Thanks for the link Atypicality. I read the guide on the link you gave, however i am having problems with the static ip address... I cant manage to create one, i filled in the new ip address, subnet mask, default gateway and the two DNS addresses... But when i apply the settings and close the setting window, i am not able to connect to the internet. I tried MSN and checked the troubleshoot section, there seems to be a problem with my default gateway which is 192.168.2.1, i am pretty sure the two DNS addresses i entered are correct. Is there some way to fix this?


----------



## Atypicality (Feb 27, 2007)

It's been a while, but if memory serves (also this may depend on your router), both the primary DNS and the default gateway should be the same IP as the router itself (eg 192.168.0.1 or 10.1.1.1, etc).


----------



## Frostflame (Mar 28, 2007)

Atypicality said:


> It's been a while, but if memory serves (also this may depend on your router), both the primary DNS and the default gateway should be the same IP as the router itself (eg 192.168.0.1 or 10.1.1.1, etc).


Hmmm, o.o' i don't know, they all look a whole lot different to me... Well, i followed the instructions that were given on this page: "http://portforward.com/networking/static-xp.htm". It's linked to the site you gave me earlier. I followed the steps and therefore i ended up opening a window labelled "Internet Protocol (TCP/IP) Properties". Initially, the "obtain an IP address automatically" box and the "obtain DNS server address automatically" box are both checked. I checked the other boxes and in the "IP address" box, i entered one of the static ips that were assigned to me on the same webpage i wrote earlier. In the subnet mask, i wrote the following numbers: 255.255.255.0 as it is my defaullt subnet mask. In the "Default gateway" box i wrote: 192.168.2.1 as it is my default gateway ip. And in the DNS server boxes, i entered the ips that i found on my router's web interface status page. They look a whole different, they both start with 202.. is it safe to post them? Well, then i clicked OK and i clicked on the "Close" button. When i tried the internet, id wouldn't work... so i just checked "obtain etc" again...


----------



## Atypicality (Feb 27, 2007)

Where it says "obtain automatically" and "use the following" for IP, set it to something like 192.128.0.2 (note: 2, not 1 as the last digit)
Then for the default gateway *and* the primary DNS server, set those to 192.168.0.1 (note: 1, not 2 as the last digit).
Don't put anything for secondary DNS and don't put anything in "Alternate configuration".
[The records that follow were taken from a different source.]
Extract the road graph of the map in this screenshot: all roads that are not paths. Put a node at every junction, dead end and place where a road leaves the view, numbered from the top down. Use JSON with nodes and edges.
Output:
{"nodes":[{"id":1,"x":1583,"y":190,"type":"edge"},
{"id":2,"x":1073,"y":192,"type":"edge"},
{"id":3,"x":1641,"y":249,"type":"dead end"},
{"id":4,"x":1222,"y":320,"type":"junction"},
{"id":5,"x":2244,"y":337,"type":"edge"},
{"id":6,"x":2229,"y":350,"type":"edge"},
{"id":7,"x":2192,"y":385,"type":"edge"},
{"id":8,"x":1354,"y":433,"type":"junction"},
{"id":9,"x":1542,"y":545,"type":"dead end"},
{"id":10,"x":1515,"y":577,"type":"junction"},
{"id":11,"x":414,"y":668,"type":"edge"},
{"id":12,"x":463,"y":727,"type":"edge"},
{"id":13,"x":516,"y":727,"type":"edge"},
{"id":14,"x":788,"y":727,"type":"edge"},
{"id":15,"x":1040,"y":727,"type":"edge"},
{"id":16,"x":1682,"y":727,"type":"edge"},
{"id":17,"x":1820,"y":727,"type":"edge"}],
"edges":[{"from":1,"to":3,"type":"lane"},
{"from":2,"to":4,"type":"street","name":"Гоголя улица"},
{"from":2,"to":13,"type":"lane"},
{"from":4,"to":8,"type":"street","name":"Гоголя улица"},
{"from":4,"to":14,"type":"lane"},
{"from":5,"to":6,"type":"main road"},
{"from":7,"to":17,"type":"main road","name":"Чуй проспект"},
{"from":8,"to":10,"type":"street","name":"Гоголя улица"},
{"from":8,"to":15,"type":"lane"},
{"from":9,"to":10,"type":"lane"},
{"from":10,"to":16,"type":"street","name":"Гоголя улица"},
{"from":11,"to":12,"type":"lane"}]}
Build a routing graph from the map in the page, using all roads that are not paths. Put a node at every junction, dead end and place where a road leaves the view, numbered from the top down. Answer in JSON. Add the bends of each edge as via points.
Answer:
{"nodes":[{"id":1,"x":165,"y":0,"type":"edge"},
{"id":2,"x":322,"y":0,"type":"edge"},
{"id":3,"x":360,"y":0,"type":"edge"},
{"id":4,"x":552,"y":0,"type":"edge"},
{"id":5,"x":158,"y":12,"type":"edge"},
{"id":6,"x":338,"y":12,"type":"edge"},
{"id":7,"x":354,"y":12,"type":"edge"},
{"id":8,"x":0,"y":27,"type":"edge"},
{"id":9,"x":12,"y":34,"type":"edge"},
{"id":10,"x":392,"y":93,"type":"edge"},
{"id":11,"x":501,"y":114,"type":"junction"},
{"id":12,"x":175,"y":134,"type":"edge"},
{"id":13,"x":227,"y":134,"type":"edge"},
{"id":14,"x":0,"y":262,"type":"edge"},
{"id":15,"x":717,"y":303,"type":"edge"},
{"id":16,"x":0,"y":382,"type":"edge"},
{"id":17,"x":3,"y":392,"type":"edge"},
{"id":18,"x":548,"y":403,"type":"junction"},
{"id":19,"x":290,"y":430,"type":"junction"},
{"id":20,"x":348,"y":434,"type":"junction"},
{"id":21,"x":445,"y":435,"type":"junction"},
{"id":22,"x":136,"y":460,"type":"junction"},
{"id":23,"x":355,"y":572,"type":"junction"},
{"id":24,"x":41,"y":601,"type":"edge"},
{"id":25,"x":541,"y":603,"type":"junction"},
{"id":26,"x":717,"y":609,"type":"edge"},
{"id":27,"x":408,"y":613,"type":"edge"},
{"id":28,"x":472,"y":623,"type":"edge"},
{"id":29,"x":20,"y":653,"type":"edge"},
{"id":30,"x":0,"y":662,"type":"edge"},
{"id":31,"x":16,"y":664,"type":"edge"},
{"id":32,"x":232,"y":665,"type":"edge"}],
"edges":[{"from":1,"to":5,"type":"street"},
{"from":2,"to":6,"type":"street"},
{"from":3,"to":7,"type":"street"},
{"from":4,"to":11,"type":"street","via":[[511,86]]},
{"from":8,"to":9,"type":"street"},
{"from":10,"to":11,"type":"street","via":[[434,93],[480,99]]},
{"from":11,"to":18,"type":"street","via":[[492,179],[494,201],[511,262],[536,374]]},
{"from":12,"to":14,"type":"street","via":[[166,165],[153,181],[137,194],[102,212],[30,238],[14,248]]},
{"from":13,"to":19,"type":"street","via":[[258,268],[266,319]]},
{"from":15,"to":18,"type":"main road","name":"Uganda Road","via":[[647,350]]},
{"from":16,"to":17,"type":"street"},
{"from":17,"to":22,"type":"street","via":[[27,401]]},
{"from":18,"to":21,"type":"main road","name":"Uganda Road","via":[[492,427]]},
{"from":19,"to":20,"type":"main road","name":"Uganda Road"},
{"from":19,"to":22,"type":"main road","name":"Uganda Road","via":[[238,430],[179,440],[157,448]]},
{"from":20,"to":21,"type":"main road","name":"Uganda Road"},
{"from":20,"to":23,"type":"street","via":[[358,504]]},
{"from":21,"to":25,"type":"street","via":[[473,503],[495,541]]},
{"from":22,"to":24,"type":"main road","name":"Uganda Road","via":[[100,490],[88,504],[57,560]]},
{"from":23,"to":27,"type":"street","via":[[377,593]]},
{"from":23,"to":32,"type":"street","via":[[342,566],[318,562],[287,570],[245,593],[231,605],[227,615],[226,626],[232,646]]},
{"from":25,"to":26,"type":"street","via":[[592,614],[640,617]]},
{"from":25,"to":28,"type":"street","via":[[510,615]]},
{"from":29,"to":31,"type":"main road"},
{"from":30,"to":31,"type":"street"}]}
See how that goes; but no promises.


----------



## Frostflame (Mar 28, 2007)

Nope, tried it but no luck 
isn't there another way to prevent disconnects? as in to go around the static ip setup? coz i dont feel that i will be able to set it up.. :S mayB i should ask for a professional to come set it up :S


----------



## Frostflame (Mar 28, 2007)

PS: I think i'm having some sort of lag spikes which are occuring every 10-15 minutes which cause me to disconect... i tried playing counter-strike and every 10-15 minutes my game freezes.. as in i lag enormously and it says "Warning Connection Problem" if i wait about 30 or 40 seconds the game stops lagging and i can play. Same thing over the internet for warcraft, when i tried playing on battlenet, i would lag after 10-15 minutes of gameplay as i said and the game will say "Waiting for host..." i wait like 30 secs and the game is ok.. at times... coz it usually just disconnects...


----------



## Atypicality (Feb 27, 2007)

That's weird...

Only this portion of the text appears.